[28] The Kurds are a very ancient people, no doubt identical with the “Carduchi” who gave so much trouble to the Ten Thousand in the Anabasis. Their modern Russian name “Kurdischi” is a transliteration of the Greek.

[29] These oppressed nationalities cherish pathetically futile hopes of British intervention, recognizing rightly that England is the only disinterested power. But the only power ever likely to interfere effectively is Russia; and though those who have tried Russian rule have found themselves bitterly disillusioned, it must be admitted that the Russians preserve better order than the Turks. What the country needs is a set of self-sacrificing administrators, with no axe of their own to grind, who will devote themselves solely to the good of the people. No other nation can furnish such administrators as England: and no other nation so obstinately refuses to recognize their worth.

[30] These monasteries have been visited and described by the Rev. O. H. Parry and Miss G. Lothian Bell.

[31] i.e. “Believers in one nature”; the name was given them because they rejected the technical term enforced at Chalcedon, which declared that Christ existed “in two natures,” the Divine and the Human.

[32] It is a remarkable proof of the persistency of Eastern conditions that, up to the commencement of the present century, 1 piastre (2d.) was still regarded as the regular day’s wage.

[33] The Chronicler also alludes to the baths as a monument fit to rank even with the granary and the cistern; but the limited time at our disposal did not allow us to identify these. The bridge and the river embankments are, however, conspicuous works.

[34] The establishment of this hermit monastery must have followed immediately upon the building of the city: for it is written that in 526 the Queen of King Kobad, being possessed by a demon, and having sought relief in vain from her own magicians, sorcerers, and soothsayers (who only succeeded in “introducing more demons into her”) came hither to consult a certain holy hermit named Moses, and was duly healed by his prayers. Kobad was, of course, officially a Zoroastrian (and privately, of all incredible things, a Communist); but even to this day the mountain Moslems not infrequently go on pilgrimage to Christian shrines.

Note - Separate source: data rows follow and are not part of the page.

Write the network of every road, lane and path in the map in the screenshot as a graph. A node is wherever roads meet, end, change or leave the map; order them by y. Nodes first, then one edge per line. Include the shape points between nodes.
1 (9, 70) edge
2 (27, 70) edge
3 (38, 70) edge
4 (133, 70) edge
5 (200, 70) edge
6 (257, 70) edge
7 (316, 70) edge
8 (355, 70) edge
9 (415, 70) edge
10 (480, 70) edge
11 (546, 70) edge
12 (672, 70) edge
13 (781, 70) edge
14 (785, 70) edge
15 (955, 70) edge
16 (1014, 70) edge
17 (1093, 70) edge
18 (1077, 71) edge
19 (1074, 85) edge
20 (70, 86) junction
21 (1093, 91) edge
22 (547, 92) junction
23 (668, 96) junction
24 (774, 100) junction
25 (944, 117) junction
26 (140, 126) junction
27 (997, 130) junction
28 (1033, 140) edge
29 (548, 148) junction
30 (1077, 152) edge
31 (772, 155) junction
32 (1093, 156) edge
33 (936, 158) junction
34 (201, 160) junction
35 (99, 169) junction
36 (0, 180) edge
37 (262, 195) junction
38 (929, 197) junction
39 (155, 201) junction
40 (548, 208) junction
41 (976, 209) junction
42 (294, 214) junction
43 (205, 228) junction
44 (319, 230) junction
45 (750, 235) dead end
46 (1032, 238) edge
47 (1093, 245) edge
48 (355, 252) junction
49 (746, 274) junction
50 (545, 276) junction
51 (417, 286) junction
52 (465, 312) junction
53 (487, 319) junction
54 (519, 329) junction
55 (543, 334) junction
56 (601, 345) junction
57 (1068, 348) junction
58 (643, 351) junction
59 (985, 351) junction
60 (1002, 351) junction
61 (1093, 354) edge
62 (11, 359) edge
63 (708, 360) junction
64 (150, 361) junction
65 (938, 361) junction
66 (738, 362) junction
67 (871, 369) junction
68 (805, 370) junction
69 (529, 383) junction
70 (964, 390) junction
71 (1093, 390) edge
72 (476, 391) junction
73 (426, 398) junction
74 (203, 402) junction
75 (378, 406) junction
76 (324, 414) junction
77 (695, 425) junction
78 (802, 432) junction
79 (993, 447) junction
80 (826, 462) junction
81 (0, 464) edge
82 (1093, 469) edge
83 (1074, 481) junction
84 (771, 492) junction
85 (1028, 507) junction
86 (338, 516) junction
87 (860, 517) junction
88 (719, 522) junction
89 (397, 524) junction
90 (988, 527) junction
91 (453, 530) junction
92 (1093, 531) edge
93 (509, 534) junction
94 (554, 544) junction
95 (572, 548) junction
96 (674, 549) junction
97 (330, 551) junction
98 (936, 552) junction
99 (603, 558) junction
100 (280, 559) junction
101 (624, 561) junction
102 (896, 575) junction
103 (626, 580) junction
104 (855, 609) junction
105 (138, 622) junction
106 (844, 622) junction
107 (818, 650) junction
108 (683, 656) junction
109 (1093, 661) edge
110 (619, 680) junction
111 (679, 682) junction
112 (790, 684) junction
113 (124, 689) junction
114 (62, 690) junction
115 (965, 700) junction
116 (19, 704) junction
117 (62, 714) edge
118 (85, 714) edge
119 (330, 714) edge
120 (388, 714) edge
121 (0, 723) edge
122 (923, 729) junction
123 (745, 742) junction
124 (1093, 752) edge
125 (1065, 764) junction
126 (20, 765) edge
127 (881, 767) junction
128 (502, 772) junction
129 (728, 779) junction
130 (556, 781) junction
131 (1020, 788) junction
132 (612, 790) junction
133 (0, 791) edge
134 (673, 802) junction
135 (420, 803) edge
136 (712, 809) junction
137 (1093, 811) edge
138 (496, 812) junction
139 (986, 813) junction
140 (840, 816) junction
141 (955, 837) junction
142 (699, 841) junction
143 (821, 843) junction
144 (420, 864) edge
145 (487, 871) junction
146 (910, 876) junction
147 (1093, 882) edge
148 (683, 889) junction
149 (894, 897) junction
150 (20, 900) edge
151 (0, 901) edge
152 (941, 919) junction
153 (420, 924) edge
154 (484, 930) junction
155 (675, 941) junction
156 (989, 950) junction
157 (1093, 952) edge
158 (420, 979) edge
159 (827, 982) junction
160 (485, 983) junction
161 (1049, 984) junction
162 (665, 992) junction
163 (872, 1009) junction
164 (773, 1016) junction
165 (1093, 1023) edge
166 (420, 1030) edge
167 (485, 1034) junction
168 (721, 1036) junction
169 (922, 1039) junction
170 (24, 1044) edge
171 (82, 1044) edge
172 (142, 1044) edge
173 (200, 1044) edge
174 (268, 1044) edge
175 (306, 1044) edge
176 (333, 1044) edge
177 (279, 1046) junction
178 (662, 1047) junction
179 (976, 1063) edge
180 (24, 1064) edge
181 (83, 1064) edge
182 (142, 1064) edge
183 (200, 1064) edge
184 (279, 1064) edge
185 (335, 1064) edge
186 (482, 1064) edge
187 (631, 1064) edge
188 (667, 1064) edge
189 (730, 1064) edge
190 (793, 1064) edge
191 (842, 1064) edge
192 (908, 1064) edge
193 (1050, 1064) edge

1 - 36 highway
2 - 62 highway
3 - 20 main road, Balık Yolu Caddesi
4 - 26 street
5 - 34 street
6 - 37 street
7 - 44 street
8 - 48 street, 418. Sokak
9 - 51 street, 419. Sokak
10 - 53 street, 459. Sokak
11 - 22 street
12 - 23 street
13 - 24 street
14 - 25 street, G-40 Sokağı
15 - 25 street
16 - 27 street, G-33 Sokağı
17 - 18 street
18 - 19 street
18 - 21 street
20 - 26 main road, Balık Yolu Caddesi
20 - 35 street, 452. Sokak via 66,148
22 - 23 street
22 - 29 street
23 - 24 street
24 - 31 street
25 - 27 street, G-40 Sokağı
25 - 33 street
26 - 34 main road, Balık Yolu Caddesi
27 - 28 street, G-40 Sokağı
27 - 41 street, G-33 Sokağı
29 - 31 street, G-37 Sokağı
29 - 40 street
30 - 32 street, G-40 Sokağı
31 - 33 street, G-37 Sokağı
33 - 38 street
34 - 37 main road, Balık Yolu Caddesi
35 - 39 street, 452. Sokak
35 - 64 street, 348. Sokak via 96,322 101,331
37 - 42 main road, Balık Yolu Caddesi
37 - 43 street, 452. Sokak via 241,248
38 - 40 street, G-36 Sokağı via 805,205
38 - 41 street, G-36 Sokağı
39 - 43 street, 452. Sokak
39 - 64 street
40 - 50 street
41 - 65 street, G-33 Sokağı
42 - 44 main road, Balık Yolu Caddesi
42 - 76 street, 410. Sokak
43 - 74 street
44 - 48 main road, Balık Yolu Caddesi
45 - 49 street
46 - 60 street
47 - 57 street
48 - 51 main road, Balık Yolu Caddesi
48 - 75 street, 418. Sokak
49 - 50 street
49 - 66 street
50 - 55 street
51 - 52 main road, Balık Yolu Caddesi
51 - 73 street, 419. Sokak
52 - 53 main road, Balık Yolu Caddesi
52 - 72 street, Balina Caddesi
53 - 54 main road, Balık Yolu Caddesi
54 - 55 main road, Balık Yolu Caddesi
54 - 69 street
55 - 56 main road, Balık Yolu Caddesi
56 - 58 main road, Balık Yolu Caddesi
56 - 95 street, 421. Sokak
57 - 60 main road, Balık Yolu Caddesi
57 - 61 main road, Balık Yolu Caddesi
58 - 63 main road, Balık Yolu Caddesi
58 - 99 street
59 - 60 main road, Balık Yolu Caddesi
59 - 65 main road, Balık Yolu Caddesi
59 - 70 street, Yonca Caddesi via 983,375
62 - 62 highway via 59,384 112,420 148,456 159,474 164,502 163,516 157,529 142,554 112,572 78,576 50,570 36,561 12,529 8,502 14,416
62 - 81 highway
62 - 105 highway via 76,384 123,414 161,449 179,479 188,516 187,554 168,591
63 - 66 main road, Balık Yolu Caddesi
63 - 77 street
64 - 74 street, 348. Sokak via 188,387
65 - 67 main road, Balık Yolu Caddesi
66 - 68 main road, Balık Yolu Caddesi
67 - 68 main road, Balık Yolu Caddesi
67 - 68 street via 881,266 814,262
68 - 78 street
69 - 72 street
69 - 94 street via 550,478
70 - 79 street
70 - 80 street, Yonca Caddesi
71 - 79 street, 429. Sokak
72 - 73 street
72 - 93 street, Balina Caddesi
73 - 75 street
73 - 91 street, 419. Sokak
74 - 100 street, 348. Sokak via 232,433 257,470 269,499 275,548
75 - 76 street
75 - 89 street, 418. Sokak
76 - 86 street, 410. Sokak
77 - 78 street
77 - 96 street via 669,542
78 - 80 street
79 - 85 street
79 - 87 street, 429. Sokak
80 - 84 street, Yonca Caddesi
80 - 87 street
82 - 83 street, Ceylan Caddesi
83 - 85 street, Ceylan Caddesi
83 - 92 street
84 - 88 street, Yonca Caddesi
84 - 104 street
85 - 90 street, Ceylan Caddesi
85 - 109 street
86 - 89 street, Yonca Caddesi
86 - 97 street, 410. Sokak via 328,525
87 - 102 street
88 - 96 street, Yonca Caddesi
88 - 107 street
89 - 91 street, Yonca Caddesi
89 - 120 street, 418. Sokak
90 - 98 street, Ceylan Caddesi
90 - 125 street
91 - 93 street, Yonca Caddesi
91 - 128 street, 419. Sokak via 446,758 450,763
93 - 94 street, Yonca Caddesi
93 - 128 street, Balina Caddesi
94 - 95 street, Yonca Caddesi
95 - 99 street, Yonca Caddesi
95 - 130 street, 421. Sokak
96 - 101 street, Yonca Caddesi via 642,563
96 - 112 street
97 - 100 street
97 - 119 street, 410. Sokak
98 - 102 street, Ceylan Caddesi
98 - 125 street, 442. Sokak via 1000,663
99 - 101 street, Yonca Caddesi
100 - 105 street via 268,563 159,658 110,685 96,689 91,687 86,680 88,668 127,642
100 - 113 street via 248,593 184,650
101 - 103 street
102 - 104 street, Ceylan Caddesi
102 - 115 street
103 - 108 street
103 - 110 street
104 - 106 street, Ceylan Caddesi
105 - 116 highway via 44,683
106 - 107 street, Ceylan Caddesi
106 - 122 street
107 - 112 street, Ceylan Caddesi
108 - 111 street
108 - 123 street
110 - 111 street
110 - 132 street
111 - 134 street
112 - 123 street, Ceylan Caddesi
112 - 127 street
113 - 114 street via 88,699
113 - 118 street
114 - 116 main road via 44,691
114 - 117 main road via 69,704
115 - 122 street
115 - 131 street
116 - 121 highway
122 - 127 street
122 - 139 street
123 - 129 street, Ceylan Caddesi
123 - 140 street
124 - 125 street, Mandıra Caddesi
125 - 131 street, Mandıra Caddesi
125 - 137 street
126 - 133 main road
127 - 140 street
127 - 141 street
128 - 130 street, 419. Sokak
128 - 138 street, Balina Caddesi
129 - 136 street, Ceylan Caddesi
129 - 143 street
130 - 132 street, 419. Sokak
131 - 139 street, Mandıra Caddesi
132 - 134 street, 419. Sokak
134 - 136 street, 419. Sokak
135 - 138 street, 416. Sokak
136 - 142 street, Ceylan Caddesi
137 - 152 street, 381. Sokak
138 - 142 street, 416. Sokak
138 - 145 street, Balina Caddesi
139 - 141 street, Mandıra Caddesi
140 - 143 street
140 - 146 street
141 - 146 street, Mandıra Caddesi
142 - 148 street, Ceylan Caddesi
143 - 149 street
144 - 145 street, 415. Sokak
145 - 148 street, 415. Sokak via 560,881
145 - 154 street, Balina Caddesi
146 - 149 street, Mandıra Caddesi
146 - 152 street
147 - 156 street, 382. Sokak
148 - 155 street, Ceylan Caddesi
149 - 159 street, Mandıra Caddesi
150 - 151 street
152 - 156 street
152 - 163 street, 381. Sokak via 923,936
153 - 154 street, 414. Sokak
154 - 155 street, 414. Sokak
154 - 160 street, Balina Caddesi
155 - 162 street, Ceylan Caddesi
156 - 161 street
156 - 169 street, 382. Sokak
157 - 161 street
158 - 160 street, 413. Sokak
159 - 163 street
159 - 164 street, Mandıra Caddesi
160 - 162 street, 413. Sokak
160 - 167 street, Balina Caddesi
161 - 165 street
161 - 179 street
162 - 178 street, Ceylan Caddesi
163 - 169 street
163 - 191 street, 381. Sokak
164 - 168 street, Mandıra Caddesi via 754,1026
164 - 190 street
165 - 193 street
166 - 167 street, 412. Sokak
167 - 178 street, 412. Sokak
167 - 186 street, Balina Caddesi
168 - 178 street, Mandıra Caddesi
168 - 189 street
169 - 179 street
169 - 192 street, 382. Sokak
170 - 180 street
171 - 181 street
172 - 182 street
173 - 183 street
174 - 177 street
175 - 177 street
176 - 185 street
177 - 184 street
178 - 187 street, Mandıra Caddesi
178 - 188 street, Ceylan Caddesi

[35] Justinian, it may be noted, had equipped this army with such a plethora of commanders that their defeat can hardly cause surprise.

[36] The snowfall on this occasion was even more prodigious in the mountains. The valley of Amadia was buried under an average depth of fourteen feet, and not a man could stir beyond his own village for a period of fully four weeks! Fortunately the villagers had their winter stock of provisions and fuel, and so did not suffer like the nomads; but the hares and partridges were exterminated, and have only just begun to reappear.

[37] The driving belt also formed part of the loot, and this was a good, useful bit of leather; so the game was generally voted quite worth the candle after all.